**TASK DESCRIPTION:**
Among the entries that follow, some lines contain the word "Number". Show all of them.

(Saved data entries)
- - -

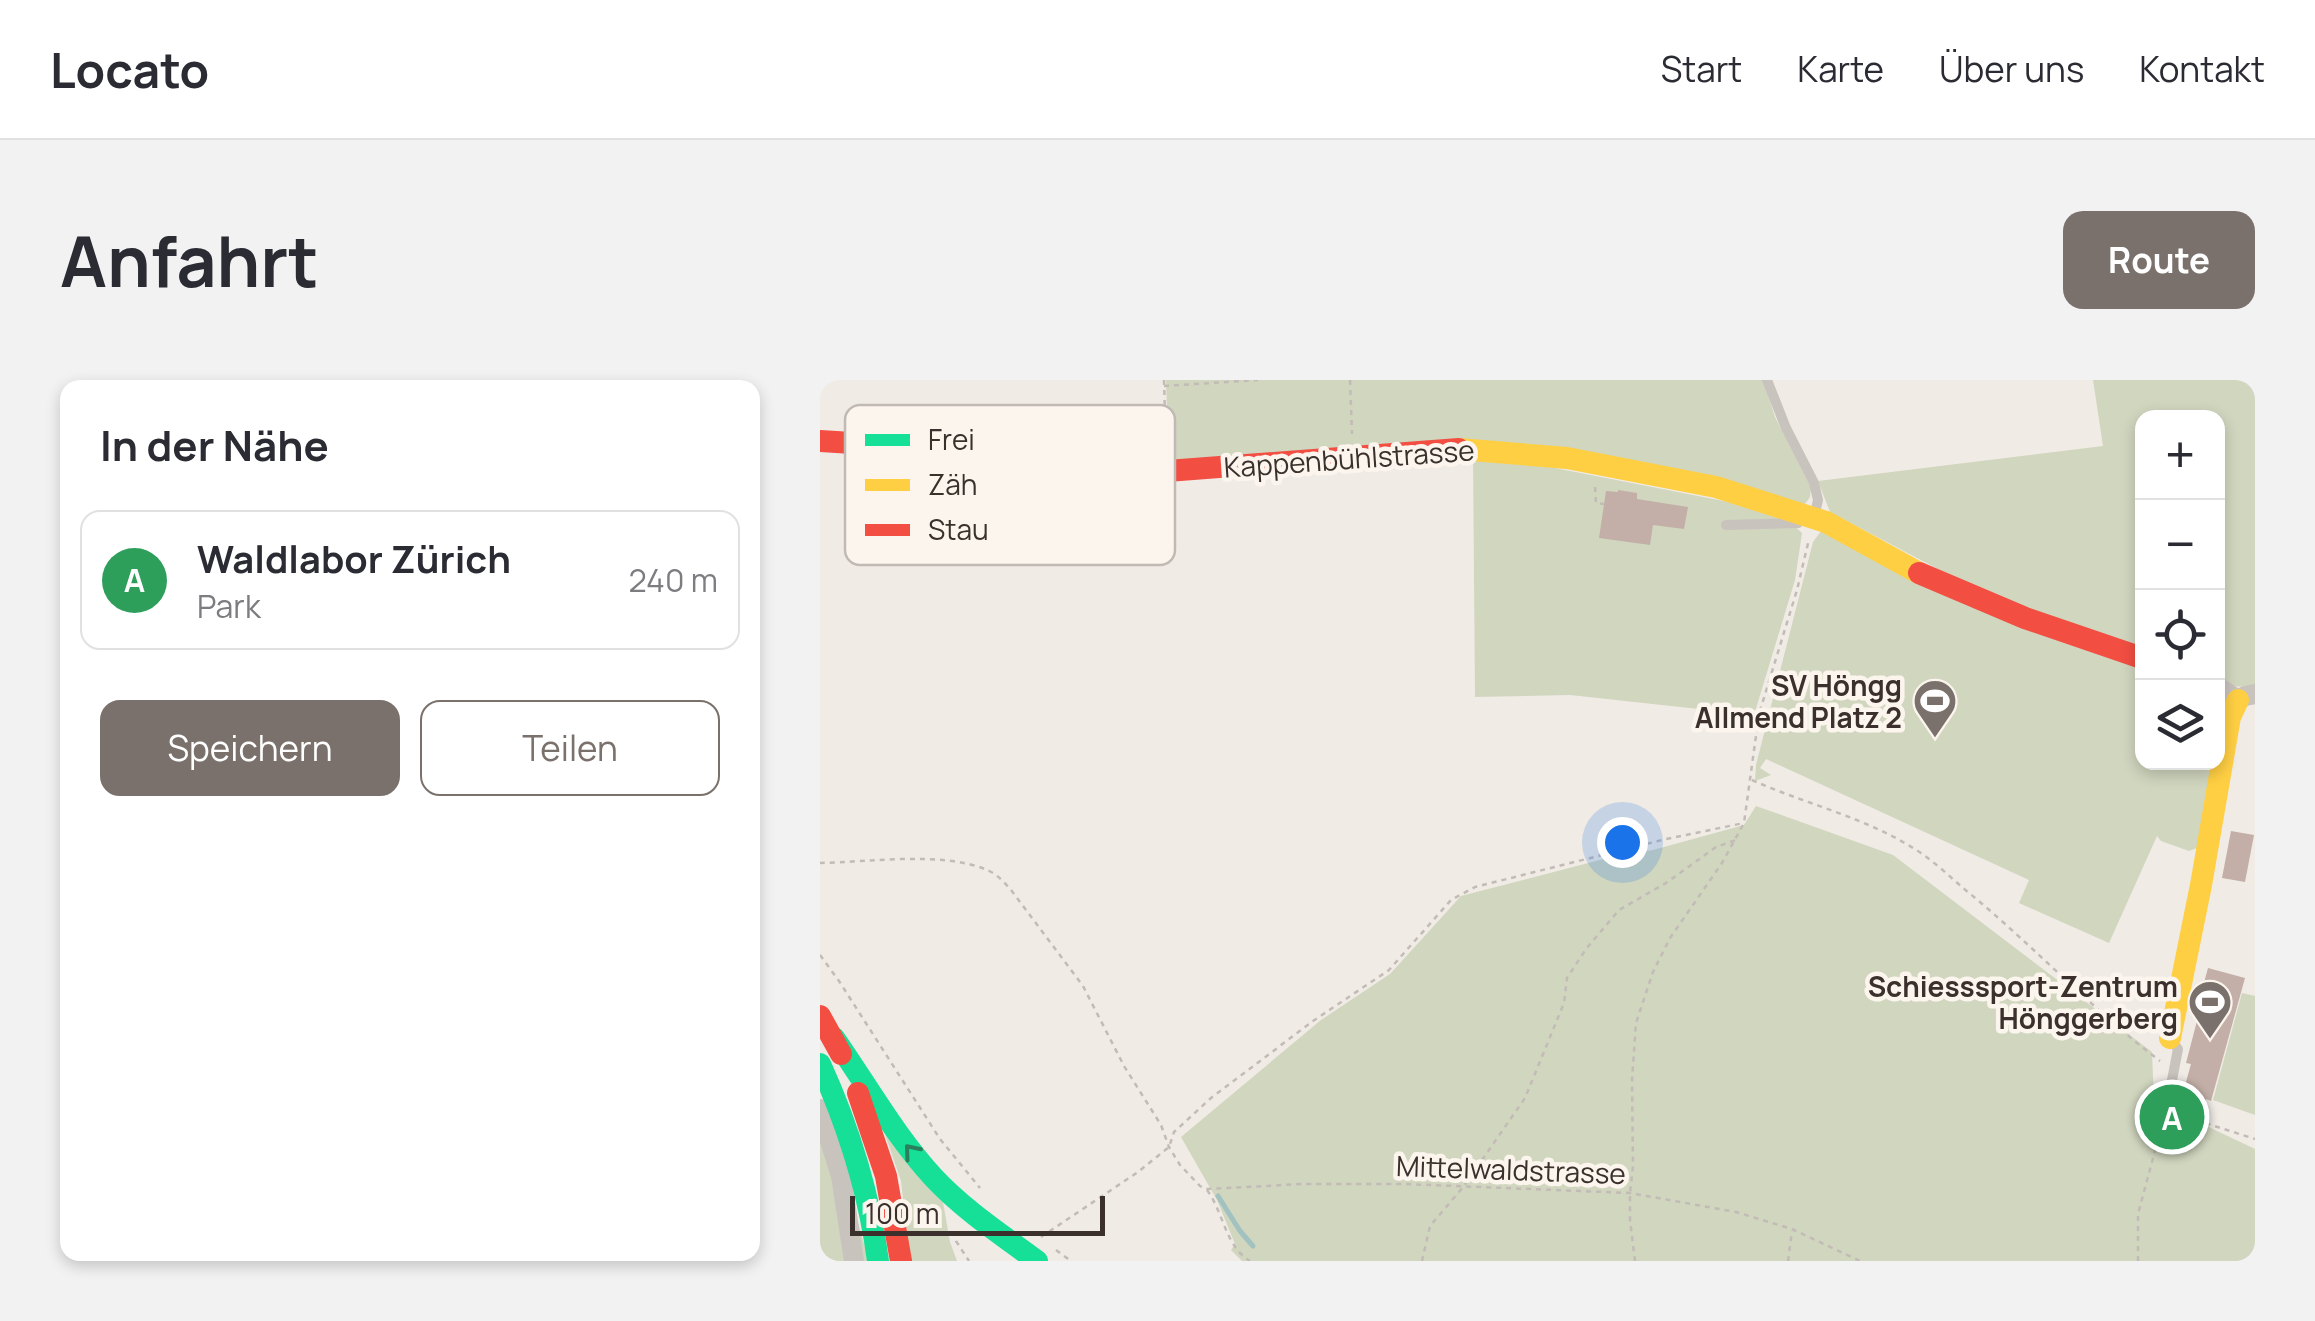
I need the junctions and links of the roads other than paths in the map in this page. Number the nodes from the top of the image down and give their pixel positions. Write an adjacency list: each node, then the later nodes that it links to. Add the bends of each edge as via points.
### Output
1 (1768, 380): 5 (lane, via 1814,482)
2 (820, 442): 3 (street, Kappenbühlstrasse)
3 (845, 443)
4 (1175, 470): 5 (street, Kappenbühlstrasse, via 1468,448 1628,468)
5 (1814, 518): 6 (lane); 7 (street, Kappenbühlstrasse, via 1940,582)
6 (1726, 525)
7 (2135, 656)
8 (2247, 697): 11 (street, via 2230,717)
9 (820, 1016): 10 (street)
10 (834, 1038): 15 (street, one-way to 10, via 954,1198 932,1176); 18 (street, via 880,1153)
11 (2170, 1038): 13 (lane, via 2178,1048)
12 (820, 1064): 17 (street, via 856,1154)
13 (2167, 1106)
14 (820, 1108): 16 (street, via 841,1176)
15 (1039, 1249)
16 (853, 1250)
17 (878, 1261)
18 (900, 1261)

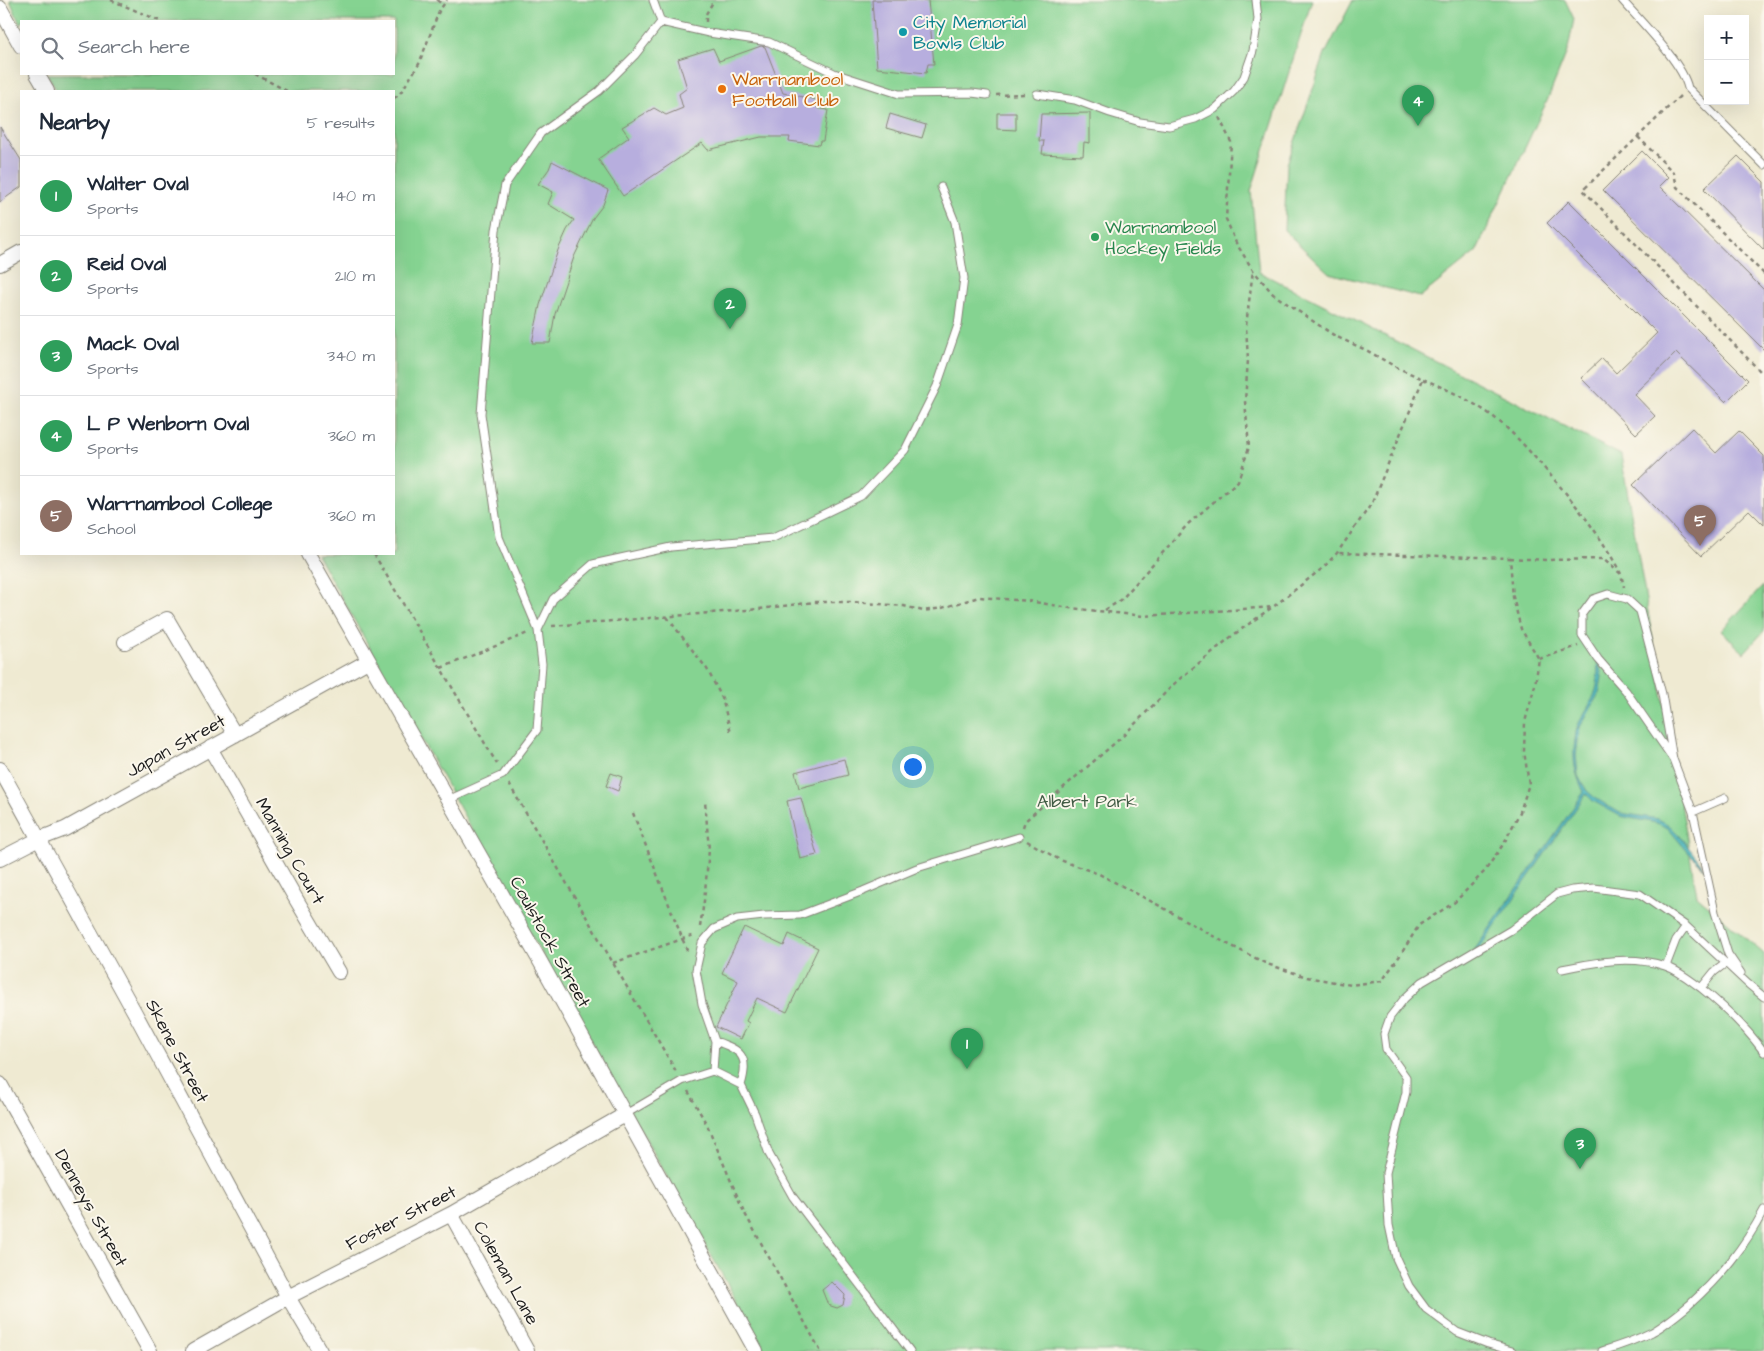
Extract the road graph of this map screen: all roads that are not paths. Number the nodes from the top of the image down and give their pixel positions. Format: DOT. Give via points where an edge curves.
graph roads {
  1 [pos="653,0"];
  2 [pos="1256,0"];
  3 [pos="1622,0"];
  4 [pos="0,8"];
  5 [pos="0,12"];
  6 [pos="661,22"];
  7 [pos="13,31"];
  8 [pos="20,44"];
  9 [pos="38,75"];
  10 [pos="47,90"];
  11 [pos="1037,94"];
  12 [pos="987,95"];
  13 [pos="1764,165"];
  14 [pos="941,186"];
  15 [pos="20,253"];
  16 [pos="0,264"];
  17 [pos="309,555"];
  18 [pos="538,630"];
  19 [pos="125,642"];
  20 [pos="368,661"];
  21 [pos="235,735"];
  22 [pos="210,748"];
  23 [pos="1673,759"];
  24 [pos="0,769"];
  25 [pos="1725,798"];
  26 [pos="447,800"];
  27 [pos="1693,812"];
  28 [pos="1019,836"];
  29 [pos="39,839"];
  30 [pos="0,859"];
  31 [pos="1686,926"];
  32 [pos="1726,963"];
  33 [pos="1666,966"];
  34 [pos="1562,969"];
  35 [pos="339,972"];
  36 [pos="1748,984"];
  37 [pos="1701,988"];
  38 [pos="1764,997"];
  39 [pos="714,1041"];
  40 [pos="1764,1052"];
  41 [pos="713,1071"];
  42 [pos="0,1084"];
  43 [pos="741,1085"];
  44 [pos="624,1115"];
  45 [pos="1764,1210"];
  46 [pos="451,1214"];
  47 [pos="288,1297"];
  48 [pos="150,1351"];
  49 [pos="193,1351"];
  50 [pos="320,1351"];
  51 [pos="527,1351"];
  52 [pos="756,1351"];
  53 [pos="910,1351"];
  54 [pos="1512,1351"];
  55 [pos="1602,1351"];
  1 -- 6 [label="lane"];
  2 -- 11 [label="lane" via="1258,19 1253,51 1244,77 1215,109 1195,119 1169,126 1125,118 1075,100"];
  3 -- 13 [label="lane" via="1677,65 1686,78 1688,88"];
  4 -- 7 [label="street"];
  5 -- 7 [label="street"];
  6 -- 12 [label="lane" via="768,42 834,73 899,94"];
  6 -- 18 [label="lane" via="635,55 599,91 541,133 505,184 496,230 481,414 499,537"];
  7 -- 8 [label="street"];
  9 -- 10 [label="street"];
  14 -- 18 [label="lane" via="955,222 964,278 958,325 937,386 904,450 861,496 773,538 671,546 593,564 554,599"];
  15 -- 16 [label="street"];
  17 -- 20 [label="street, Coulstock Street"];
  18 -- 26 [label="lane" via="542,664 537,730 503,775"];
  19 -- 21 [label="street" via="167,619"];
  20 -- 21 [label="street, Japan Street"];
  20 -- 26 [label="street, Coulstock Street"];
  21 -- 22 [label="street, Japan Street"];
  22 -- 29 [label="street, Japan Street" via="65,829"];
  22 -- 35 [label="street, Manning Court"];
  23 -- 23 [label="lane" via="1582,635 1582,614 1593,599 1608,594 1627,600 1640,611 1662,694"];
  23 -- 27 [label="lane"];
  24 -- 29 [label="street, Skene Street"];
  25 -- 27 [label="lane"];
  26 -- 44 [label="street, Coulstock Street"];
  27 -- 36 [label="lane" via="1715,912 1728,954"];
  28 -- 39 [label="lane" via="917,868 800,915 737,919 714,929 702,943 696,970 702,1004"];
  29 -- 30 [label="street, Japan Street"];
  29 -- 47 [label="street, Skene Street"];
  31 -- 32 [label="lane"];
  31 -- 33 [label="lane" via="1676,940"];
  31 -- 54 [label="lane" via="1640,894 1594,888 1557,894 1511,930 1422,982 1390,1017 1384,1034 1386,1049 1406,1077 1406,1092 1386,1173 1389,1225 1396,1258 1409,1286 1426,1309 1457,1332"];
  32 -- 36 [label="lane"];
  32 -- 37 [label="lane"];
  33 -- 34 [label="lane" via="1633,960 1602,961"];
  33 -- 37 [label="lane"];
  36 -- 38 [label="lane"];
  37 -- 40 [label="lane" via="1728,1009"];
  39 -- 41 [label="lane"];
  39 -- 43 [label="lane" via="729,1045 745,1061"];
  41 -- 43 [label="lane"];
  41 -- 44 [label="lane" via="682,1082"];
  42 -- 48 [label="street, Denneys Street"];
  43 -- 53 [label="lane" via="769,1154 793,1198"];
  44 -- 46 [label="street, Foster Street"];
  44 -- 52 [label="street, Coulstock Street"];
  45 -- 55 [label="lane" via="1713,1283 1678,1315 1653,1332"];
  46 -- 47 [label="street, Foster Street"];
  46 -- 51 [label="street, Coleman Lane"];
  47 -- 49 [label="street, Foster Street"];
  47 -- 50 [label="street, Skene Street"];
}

- - -

**THE ANSWER:**
I need the junctions and links of the roads other than paths in the map in this page. Number the nodes from the top of the image down and give their pixel positions. Write an adjacency list: each node, then the later nodes that it links to. Add the bends of each edge as via points.
Extract the road graph of this map screen: all roads that are not paths. Number the nodes from the top of the image down and give their pixel positions. Format: DOT. Give via points where an edge curves.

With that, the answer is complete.